[Extracted data entries]

▼

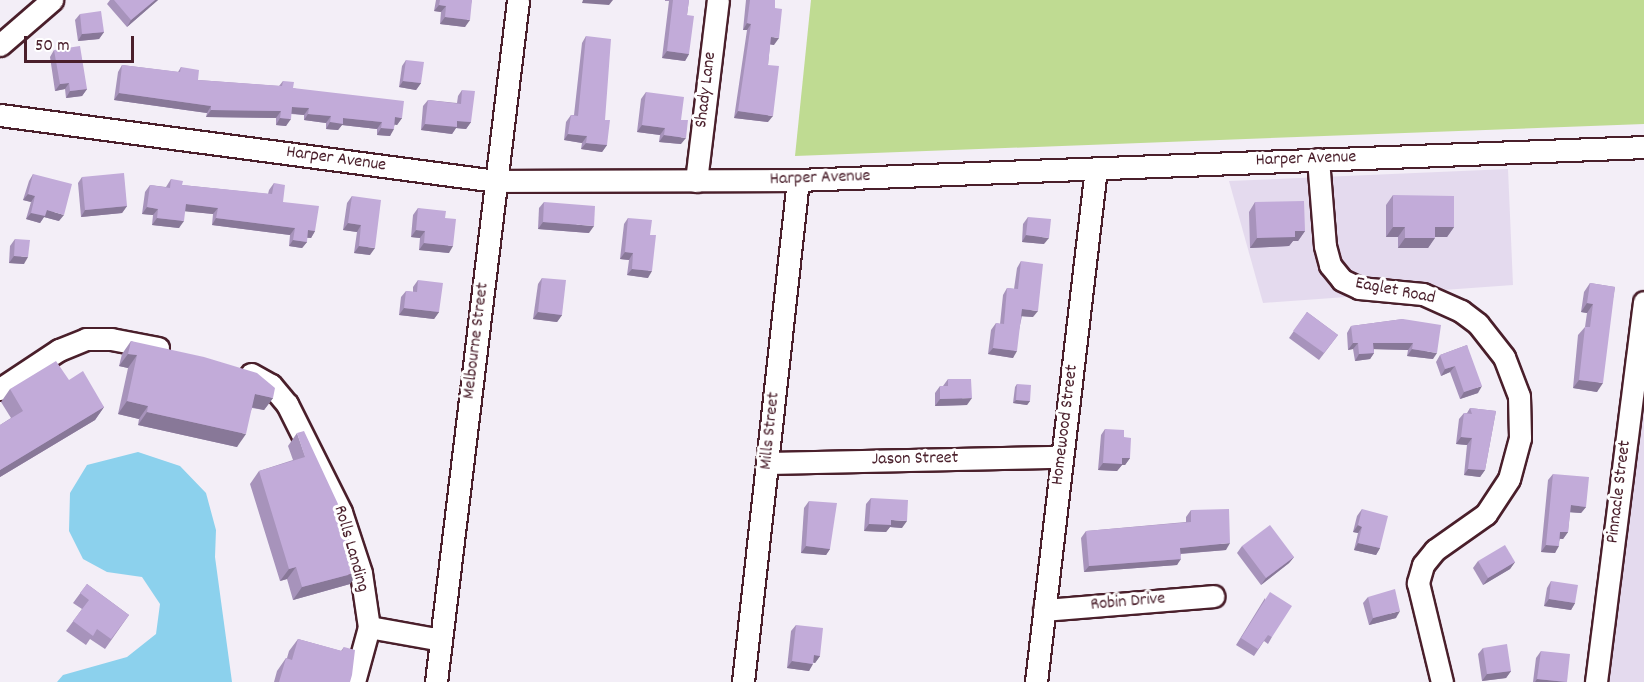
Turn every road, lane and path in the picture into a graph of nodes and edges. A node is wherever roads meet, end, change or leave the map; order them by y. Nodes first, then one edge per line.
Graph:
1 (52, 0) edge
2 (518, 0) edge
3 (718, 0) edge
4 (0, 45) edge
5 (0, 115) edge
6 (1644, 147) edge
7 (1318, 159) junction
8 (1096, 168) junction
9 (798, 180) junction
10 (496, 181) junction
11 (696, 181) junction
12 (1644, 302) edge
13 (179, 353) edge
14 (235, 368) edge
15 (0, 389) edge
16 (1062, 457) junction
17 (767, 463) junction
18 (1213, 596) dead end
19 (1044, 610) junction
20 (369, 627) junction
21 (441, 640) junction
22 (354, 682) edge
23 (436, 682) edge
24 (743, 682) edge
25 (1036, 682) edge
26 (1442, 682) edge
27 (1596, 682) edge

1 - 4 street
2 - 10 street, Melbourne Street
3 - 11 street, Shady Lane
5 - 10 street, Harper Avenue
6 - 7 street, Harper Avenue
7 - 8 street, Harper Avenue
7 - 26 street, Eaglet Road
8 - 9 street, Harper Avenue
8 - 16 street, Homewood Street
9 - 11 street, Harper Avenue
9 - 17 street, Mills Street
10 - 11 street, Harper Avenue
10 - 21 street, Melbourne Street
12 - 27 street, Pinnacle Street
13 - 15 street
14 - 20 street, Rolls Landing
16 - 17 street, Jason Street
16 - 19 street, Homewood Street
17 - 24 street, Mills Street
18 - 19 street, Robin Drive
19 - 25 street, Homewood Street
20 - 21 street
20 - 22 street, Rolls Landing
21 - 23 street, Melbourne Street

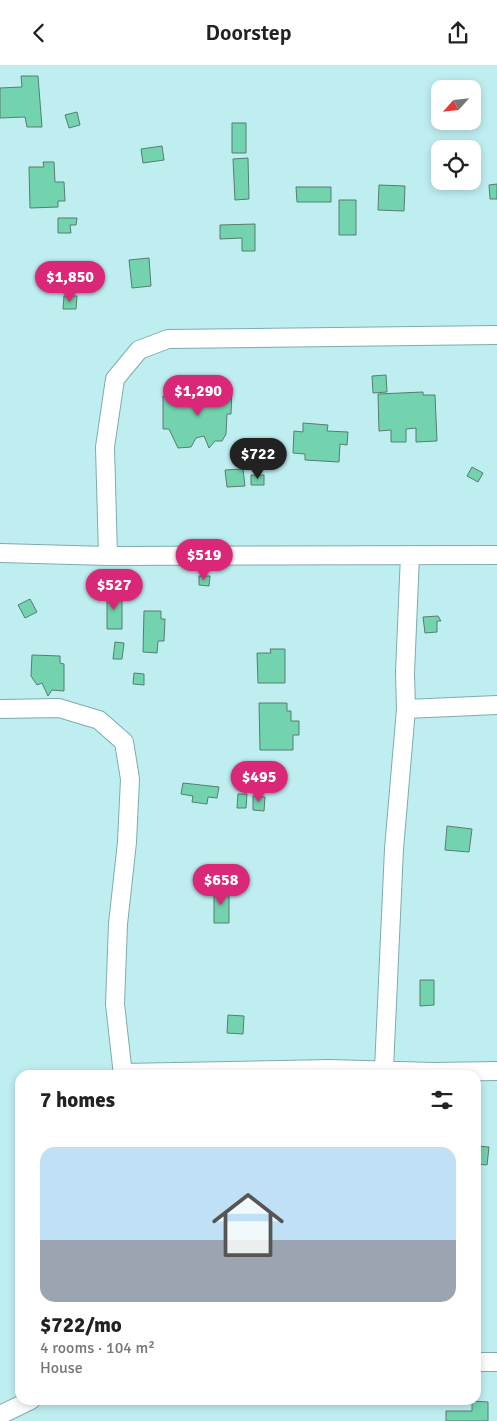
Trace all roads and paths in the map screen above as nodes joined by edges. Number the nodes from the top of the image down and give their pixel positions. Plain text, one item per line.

▲

> _TASK TO COMPLETE_
Repeat the data above in full and exactly. Omit every image.

> _ANSWER TO THIS TASK_
Turn every road, lane and path in the picture into a graph of nodes and edges. A node is wherever roads meet, end, change or leave the map; order them by y. Nodes first, then one edge per line.
Graph:
1 (52, 0) edge
2 (518, 0) edge
3 (718, 0) edge
4 (0, 45) edge
5 (0, 115) edge
6 (1644, 147) edge
7 (1318, 159) junction
8 (1096, 168) junction
9 (798, 180) junction
10 (496, 181) junction
11 (696, 181) junction
12 (1644, 302) edge
13 (179, 353) edge
14 (235, 368) edge
15 (0, 389) edge
16 (1062, 457) junction
17 (767, 463) junction
18 (1213, 596) dead end
19 (1044, 610) junction
20 (369, 627) junction
21 (441, 640) junction
22 (354, 682) edge
23 (436, 682) edge
24 (743, 682) edge
25 (1036, 682) edge
26 (1442, 682) edge
27 (1596, 682) edge

1 - 4 street
2 - 10 street, Melbourne Street
3 - 11 street, Shady Lane
5 - 10 street, Harper Avenue
6 - 7 street, Harper Avenue
7 - 8 street, Harper Avenue
7 - 26 street, Eaglet Road
8 - 9 street, Harper Avenue
8 - 16 street, Homewood Street
9 - 11 street, Harper Avenue
9 - 17 street, Mills Street
10 - 11 street, Harper Avenue
10 - 21 street, Melbourne Street
12 - 27 street, Pinnacle Street
13 - 15 street
14 - 20 street, Rolls Landing
16 - 17 street, Jason Street
16 - 19 street, Homewood Street
17 - 24 street, Mills Street
18 - 19 street, Robin Drive
19 - 25 street, Homewood Street
20 - 21 street
20 - 22 street, Rolls Landing
21 - 23 street, Melbourne Street

Trace all roads and paths in the map screen above as nodes joined by edges. Number the nodes from the top of the image down and give their pixel positions. Plain text, one item per line.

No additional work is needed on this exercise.